*The task*.
Check each line of the material below, and copy it if it holds the string "Marijkestraat".
--- Data to use Enclosed Below ---
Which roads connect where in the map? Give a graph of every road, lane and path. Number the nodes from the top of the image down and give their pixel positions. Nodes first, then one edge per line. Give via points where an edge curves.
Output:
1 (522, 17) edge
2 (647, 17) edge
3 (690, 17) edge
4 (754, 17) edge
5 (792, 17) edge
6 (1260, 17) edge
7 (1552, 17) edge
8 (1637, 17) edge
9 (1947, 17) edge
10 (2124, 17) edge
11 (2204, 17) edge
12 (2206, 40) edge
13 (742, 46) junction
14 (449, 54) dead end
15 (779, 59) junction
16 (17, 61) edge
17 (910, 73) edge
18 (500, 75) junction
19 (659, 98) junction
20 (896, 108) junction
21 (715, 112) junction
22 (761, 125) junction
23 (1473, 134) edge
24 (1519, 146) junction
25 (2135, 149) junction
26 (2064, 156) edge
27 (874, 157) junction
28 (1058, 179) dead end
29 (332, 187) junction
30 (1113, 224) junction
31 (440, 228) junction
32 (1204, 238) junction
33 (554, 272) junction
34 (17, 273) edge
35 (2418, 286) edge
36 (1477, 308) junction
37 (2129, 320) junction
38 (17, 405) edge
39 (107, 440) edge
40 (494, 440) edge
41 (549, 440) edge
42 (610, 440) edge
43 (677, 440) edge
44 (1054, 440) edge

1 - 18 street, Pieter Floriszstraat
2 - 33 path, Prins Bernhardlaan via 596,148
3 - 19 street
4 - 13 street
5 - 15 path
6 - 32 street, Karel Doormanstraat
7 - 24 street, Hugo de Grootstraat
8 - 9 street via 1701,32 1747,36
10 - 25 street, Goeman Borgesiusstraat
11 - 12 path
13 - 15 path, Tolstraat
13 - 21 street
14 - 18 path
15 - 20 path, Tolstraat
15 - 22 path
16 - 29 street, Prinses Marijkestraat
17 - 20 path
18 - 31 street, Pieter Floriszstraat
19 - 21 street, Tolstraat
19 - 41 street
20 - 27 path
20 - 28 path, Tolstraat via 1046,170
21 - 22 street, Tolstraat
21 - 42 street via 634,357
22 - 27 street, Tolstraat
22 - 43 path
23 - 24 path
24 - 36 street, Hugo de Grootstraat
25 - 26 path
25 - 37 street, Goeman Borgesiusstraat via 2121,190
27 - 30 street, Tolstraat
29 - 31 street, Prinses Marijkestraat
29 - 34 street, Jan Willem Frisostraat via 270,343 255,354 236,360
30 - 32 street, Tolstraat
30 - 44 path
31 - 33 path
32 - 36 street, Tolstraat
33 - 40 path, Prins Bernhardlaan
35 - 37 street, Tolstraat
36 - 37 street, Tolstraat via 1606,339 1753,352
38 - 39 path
--- End of Enclosed Data to use ---
*Output of the exercise*.
16 - 29 street, Prinses Marijkestraat
29 - 31 street, Prinses Marijkestraat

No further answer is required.